Daha da önemlisi, sonucu değiştiren bir "eksik" değil. Çünkü nedensellik ne olursa olsun, biz nedensellikle ilgili neye inanıyor olursak olalım, bilim aynı şekilde başarıyla işlemeye devam edecek, çünkü bugüne kadar işledi ve bundan sonra işlemeyeceğini düşünmek için bir neden yok. Bununla ilgili bilgiyi de buradan alabilirsiniz. (Bunu şöyle düşünün: Örneğin "Özgür irade yoksa, suçluları nasıl hapse atabiliriz ki?" gibi bir soru var. Özgür irade var mı yok mu önemli değil şu anda ama bu, sonucu değiştirmezdi; çünkü hukuk sistemi bugüne kadar özgür iradenin metafiziği konusunda kesin bir yargıya varamadığımız şartlar altında işledi, ondan sonra da işler: Mesela yargıç, "Senin o suçu işlerken özgür iraden yoktu ama benim de bu cezayı keserken özgür iradem yok." diyebilir. Nedenselliğin metafiziğinin bilime etkisi de özünde böyle.)
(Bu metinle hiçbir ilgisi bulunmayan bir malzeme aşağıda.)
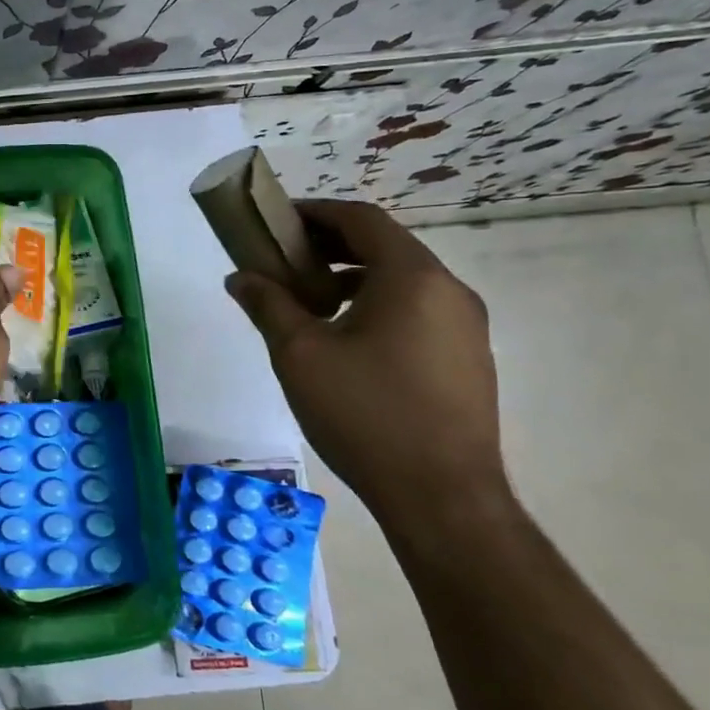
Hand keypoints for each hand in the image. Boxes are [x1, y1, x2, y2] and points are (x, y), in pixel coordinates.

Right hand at [225, 200, 511, 532]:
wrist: (442, 497)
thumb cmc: (365, 413)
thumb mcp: (299, 354)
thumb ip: (268, 305)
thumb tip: (242, 277)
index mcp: (412, 277)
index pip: (361, 219)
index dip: (315, 212)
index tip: (277, 221)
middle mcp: (449, 291)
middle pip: (385, 246)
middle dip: (330, 246)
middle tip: (284, 262)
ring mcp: (466, 327)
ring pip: (402, 281)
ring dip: (353, 278)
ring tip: (310, 304)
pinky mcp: (467, 360)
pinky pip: (418, 312)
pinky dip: (378, 306)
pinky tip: (347, 342)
Objektiflik konusunu ise Ufuk güzelce anlatmış. Burada detaylar var. Bilim, var olan en objektif bilgi türü ama kusursuz bir objektiflikte olmadığını zaten biliyoruz ve bu, hemen her bilim tartışmasında en başlarda söyleniyor: "Bilim, kusursuz değildir ve bilimin söyledikleri mutlak gerçekler değildir." ama "eğer orada bir yerde bir gerçek varsa, bu gerçeğe olabildiğince objektif olarak ulaşmayı başarabilen en güçlü araç bilimdir." Bilimin ne olduğunu ve ne olmadığını ilgili yazılarımızdan okuyabilirsiniz. Her akademik makalede ve bilimle ilgili her konuda "Ha bu arada bilim kusursuz değil." denmesini bekliyorsanız, gerçeklikle ilgili algınızı gözden geçirmenizi öneririm. Zira herhangi bir sistemden böyle bir şeyi bekliyorsanız (mesela dinle ilgili konularda "Ha bu arada Tanrı'nın varlığını şu ana kadar kimse ispatlayamadı." demelerini beklemek gibi), o sistemin ne olduğunu anlamak veya gerçeğe ulaşmaya çalışmak yerine, a priori olarak seçtiğiniz bir fikrin propagandasını yapıyor olma ihtimaliniz çok yüksek.